Признаемся откровенно, наши статьи о печати были написаны отчасти под впечатлением выражения ‘Гражданина’: ‘печать следует заставить быть благонамеренною’… ‘Благонамеренность!’. Жестоко слово сие. Слово печальной памяти. Жутко становится, когда его слышишь. В виду этого выражения мы и напомнили в одной из своих статей о том времени (с 1825 по 19 февраля 1855 гг.), ‘когда самый воздух был напоен, по-видимому, испарениями ‘благонамеренности’. О ней кричал Аракчеев, только это слово и было на устах в ту тридцатилетнюю пору, когда пытались (конечно, не вполне удачно) взять в казну совесть, душу, мысль, веру и отпускать их, на пользование, казенными размеренными, патентованными пайками… увы! Пайками этими раздавались только пошлость и подлость!.. Когда богохульно печаталось в официальной инструкции казенным учебным заведениям, что ‘Государь есть верховная совесть’, то есть искажалось истинное высокое значение царской власти, упразднялся авторитет Божий, упразднялось слово Божие, начертанное, по выражению Апостола, ‘на сердцах человеческих’… Все это миновало, слава Богу, со вступлением на престол Александра II. Ужасное зло нигилизма, растлевающее теперь русское общество и покрывшее скорбью и позором русскую землю, откуда оно взялось, между прочим? Вдумайтесь пристально. Не окажется ли, пожалуй, что его настоящий, законный родитель — именно мертвечина казенщины, что нигилист — это злая реакция казенному ‘благонамеренному человеку’? Не приходится ли нам теперь только расплачиваться за старое?
В том-то и опасность казенного формального вторжения в область духа, что оно, при малейшей бестактности, способно опошлить, обездушить, обессилить всякую истину, все прекрасное, достойное благоговения и хвалы, и даже вызвать опасное противодействие, а порою и ненависть к тому, что само в себе добро и благо… Да и кому в мире чиновно-бюрократическом, при наших полицейско-канцелярских порядках, может быть вручен критериум ‘вредного направления’, с одной стороны, и ‘благонамеренности’, с другой?..

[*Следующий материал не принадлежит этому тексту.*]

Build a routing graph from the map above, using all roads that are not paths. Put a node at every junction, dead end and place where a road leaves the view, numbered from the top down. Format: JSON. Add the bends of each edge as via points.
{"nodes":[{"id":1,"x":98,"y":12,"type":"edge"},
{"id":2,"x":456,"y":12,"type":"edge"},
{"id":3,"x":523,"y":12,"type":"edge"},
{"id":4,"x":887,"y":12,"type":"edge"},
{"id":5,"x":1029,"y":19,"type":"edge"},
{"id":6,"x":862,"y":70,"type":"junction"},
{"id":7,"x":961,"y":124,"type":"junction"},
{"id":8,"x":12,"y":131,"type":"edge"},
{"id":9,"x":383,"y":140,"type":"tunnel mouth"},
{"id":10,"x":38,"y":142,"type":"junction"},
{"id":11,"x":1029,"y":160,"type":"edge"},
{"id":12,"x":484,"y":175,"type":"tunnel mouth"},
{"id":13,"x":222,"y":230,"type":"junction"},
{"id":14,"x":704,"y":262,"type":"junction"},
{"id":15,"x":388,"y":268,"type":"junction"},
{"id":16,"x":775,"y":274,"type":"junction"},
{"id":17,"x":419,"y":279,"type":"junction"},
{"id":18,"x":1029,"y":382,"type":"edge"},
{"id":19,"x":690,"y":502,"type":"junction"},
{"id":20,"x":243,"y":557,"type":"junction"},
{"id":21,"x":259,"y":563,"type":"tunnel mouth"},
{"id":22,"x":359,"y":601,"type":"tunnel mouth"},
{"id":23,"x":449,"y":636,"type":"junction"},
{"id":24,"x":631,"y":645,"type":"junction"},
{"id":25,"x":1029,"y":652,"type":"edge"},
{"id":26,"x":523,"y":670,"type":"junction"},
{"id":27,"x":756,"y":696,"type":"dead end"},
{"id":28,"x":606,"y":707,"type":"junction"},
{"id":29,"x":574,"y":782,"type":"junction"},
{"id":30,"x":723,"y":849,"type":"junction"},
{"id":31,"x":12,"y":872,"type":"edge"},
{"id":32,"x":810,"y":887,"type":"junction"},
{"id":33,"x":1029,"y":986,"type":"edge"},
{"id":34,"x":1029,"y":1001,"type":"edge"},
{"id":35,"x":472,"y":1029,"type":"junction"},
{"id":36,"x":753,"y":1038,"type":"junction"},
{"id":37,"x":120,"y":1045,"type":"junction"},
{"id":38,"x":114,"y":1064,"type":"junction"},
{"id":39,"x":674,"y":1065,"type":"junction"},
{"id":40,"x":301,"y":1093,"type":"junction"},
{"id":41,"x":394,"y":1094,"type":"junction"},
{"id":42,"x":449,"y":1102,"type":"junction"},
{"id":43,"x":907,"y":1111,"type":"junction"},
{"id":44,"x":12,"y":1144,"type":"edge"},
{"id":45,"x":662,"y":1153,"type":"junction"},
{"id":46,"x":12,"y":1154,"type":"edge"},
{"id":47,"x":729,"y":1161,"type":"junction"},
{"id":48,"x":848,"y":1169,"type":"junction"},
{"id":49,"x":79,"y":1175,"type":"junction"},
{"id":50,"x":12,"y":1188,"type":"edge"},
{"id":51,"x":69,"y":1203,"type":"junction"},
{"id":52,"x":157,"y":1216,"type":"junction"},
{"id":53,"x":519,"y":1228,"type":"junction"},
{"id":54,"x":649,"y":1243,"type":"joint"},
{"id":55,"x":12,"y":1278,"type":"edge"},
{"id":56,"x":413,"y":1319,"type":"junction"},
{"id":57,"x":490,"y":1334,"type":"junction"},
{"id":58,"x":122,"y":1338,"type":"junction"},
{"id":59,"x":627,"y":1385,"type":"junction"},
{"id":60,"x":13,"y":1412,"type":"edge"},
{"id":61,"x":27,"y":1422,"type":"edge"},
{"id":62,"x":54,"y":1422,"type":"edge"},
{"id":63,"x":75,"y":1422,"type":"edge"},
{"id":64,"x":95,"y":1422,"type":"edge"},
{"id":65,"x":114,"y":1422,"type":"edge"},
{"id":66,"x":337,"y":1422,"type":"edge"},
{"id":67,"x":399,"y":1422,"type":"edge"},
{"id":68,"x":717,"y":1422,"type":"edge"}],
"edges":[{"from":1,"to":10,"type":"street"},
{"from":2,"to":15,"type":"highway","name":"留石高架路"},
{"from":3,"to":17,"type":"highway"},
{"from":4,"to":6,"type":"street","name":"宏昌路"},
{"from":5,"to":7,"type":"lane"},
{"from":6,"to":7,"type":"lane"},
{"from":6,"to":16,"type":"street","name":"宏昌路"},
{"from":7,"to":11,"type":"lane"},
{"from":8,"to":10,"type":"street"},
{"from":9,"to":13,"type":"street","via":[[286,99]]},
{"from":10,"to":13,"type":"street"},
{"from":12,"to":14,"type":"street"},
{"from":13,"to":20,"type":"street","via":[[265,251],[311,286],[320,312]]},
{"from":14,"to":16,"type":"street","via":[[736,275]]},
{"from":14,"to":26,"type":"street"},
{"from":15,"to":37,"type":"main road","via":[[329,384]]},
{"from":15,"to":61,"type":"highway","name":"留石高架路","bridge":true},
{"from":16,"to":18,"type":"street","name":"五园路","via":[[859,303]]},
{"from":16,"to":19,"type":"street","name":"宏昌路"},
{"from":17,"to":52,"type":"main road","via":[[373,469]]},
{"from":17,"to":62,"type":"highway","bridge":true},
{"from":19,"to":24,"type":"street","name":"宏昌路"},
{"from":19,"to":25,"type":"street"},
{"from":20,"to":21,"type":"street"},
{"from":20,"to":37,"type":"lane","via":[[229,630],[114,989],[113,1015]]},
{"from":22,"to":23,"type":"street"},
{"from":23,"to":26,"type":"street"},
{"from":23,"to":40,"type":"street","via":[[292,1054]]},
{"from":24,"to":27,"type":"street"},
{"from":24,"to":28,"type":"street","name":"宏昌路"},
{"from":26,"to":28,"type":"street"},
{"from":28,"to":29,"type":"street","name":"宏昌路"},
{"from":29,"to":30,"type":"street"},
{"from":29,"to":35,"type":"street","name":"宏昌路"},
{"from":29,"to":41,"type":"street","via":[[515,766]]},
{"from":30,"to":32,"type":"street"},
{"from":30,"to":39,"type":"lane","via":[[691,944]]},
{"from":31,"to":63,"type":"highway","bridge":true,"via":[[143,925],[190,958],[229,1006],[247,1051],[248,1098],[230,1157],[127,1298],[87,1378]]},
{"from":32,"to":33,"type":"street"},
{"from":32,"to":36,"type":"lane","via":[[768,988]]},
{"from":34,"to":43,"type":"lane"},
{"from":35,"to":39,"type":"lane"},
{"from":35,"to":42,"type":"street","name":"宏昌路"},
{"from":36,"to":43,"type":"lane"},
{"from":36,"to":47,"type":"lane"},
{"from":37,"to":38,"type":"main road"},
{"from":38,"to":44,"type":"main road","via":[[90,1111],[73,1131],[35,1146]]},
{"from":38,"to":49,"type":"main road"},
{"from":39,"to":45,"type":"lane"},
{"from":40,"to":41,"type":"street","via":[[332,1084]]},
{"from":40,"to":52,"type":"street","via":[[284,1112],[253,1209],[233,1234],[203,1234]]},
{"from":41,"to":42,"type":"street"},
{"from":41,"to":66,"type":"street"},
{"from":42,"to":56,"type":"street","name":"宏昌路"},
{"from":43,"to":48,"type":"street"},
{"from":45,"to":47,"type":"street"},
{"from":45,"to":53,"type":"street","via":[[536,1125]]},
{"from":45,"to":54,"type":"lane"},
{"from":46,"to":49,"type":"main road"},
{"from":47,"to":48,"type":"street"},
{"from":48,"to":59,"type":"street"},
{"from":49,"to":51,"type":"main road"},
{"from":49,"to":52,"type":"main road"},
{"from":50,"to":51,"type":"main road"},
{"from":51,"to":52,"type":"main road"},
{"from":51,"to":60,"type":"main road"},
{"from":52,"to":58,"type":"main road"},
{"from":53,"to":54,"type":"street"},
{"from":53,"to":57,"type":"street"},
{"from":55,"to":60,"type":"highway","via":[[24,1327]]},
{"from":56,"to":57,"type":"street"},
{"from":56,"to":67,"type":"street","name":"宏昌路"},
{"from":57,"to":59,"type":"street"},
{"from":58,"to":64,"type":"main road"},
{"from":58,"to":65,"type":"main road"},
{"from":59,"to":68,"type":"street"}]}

Но довольно. В заключение заметим ‘Гражданину’, что он совершенно напрасно уподобляет Христу и Апостолам цензоров и полицию, утверждая в своей защите суровых цензурно-полицейских мер, что ведь ‘Христос и Апостолы преподавали же самые строгие заповеди в ограждение свободы слова от сквернословия и хулы на Духа Святого’! Что же тут общего с полицией и министерством внутренних дел? Если подражать указанному примеру, так и следует ограничиться одним заповедыванием, полицейских мер никаких Евангелием не рекомендовано. Христос ведь причисляет к смертным грехам и гордость… Следует ли из этого, что всякого гордого человека нужно сажать на съезжую?.. Одним словом, хотя редактор ‘Гражданина’ и объявляет о себе, в одном из NoNo своего журнала (в обращении к г. Гилярову-Платонову), что ведь он, редактор, ‘человек, глубоко верующий в Бога’ (блажен кто может так о себе выразиться, взирая на текст евангельский о зерне веры горушном, и другой: ‘верую, Господи, помози моему неверию!’) однако, ввиду такого избытка его благочестивой ревности, мы бы не пожелали поручить ни ему, ни его последователям или единомысленникам суд и расправу над литературою…
С достодолжным уважением к почтенному редактору позволим себе, с своей стороны, напомнить ему, во-первых, завет Апостола: ‘не угашайте духа’, а, во-вторых, остроумно-шутливое изречение французского романиста Шербюлье (уже цитованное нами однажды), что le bon Dieu aime mieux ceux qui le renient que ceux qui le compromettent.
Впервые опубликовано: ‘Русь’. 1882. N 40, 1 октября. С. 3-4.